Referring now in particular to Fig. 4. Light from a light source 61 is converted into a parallel beam by condenser lens 62 and collimating lens 63 and is ^■ then incident on a quartz prism pair 64, the angles 65, 66 of this prism pair being varied from exact right angles. The ray then is incident on a partially reflecting surface 67 with half the ray proceeding into the air-gap 68 and half reflected towards the fully reflecting surface 69. This first ray then passes through the beamsplitter 67 and the air-gap 68 to the second prism and then to an imaging lens 70. The alternative ray path is through the beamsplitter 67 and the air-gap 68 to the fully reflecting surface 71, back to the air-gap 68 and the beamsplitter 67 and then to the imaging lens 70. The optical path difference increases for zones away from the central fringe 72.

Referring now to Fig. 5, this shows the wavelength absorption spectrum of benzene, an aromatic material that is often desirable to measure the presence of. In Fig. 5 the vertical scale indicates relative intensity and the horizontal scale shows wavelength in nanometres.

Figure 6 shows the interferogram that results after an

optical input signal from broadband light from, for example, a xenon arc lamp, is passed through a region containing benzene. Such an interferogram may be recorded by placing a linear photodiode array at the image plane of a spatially dispersing Fourier Transform spectrometer with the axis of the linear array at 90° to the linear fringes. In Fig. 6 the vertical scale is relative intensity and the horizontal scale is photo- diode number assuming a 1024 element photo-diode linear array.

Fig. 7 shows a grey scale image of the linear fringes shown in Fig. 6. The interference fringes produced by the spectrometers of interest are linear for all practical purposes, provided the effective mirror separation is small. Such an image could be recorded by placing a photographic plate in the image plane of a spatially dispersing Fourier Transform spectrometer. For clarity the images only show the central portion of the fringe pattern.

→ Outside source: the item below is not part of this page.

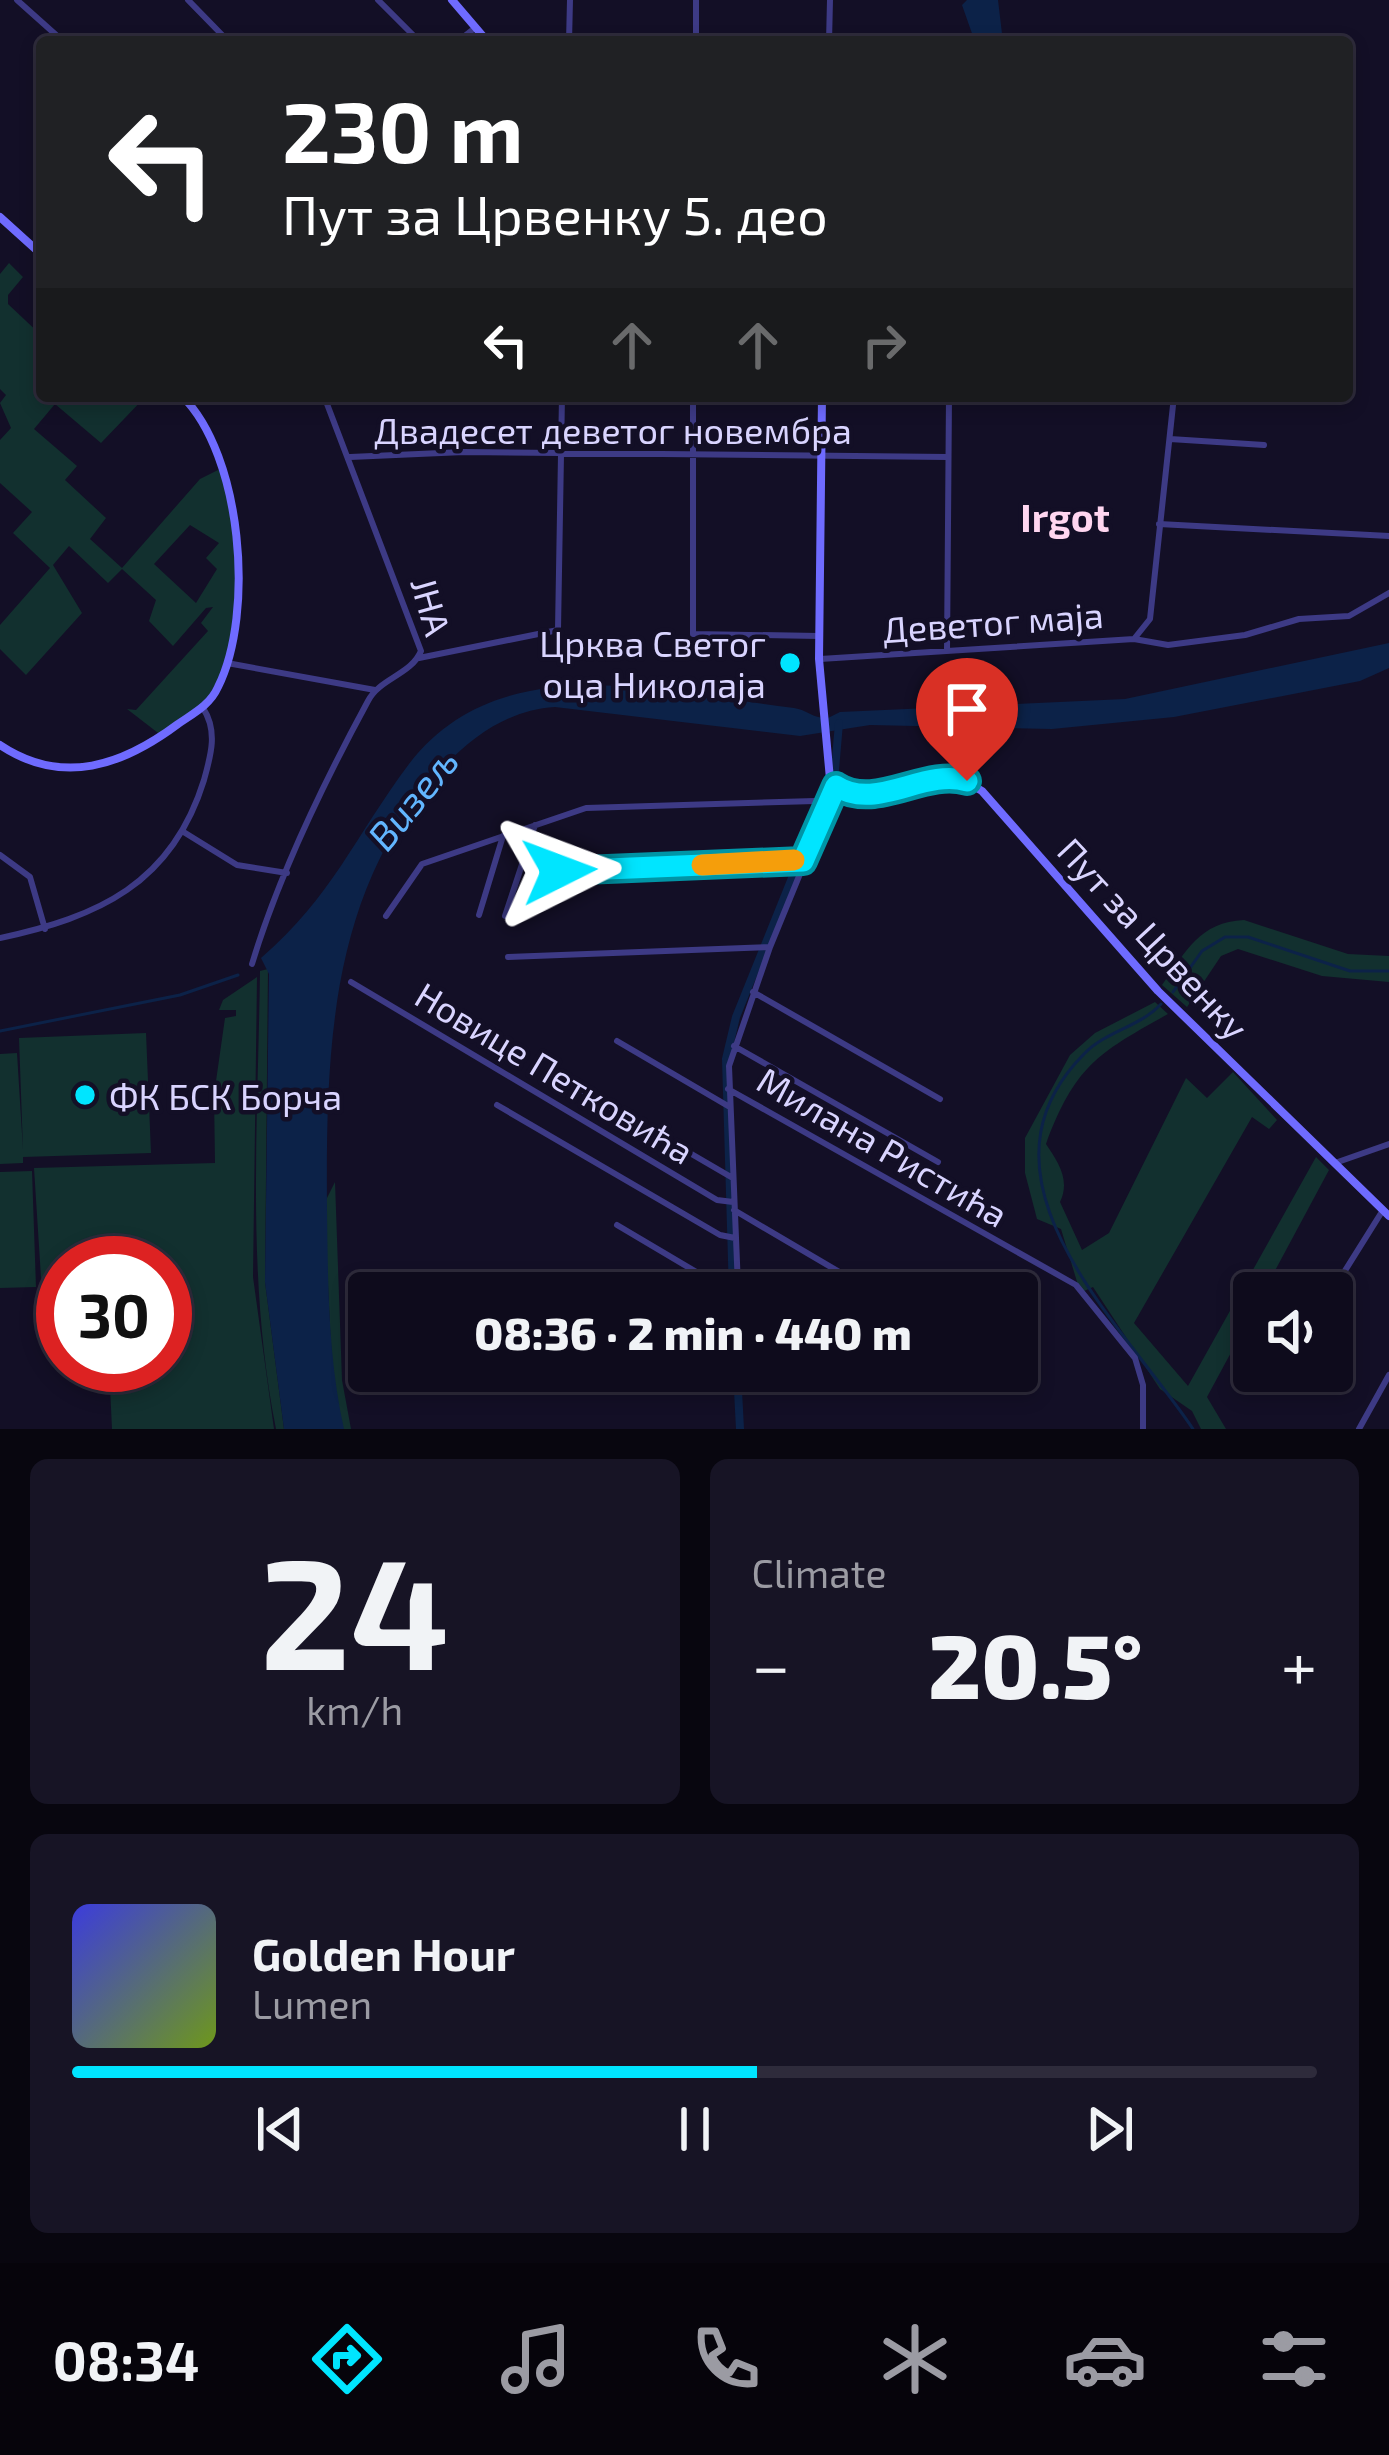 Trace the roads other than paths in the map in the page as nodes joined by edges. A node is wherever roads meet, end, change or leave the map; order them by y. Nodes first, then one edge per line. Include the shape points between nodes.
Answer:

Fig. 8 shows a sectional strip formed by enlarging the central area of the image of Fig. 7.

Fig. 9 shows two sectional strips combined, one being the positive image and the other being its reversal or negative in the conventional photographic sense of 'positive' and 'negative'.

Referring now to Fig. 10, this shows the operation of the preferred embodiment of the optical image recognition device referred to as element 4 in Fig. 1. The spatially dispersed fringe pattern 81 is superimposed on grey scale transmissive strips 82, 83 which are the Fourier components of the spectral feature that it is desirable to detect the presence and

level of. The light that passes through these strips 84, 85 then passes to an optical detector 86, 87 which spatially integrates the signal by use of, for example, a collection lens 88. The two electrical signals 89. 90 then pass to an electrical circuit 91 which compares the two signals and thus deduces the proportion of optical signal that matches the particular spectral profile that has been selected to examine.

Referring now to Fig. 11, this shows the use of the preferred embodiment to examine the presence of a particular material in a path through air containing the particular material, for example benzene.

Light from a light source, conveniently a Xenon Arc Lamp 101 enters an optical relay and conditioning element 102 which for example may collimate the beam. The light beam then passes through a region 103 which contains the material to be detected. Further relay and conditioning of the signal by means 104 then may be required before the light enters the spatially dispersing Fourier Transform spectrometer, shown here as of the Modified Michelson type 105. The output image which consists of fringes encoding the Fourier components of the absorption spectrum of the material present in region 103 then passes to the optical image recognition device 106 where it is spatially filtered by one or a multiplicity of strip spatial filters 112. The light passing through these filters is then collected by for example a cylindrical lens 107 and passed to one or more detectors 108. The signals from these detectors then pass to signal conditioning electronics 109 which compares them by sum, difference and ratios and then outputs the results to a monitoring or display system 110.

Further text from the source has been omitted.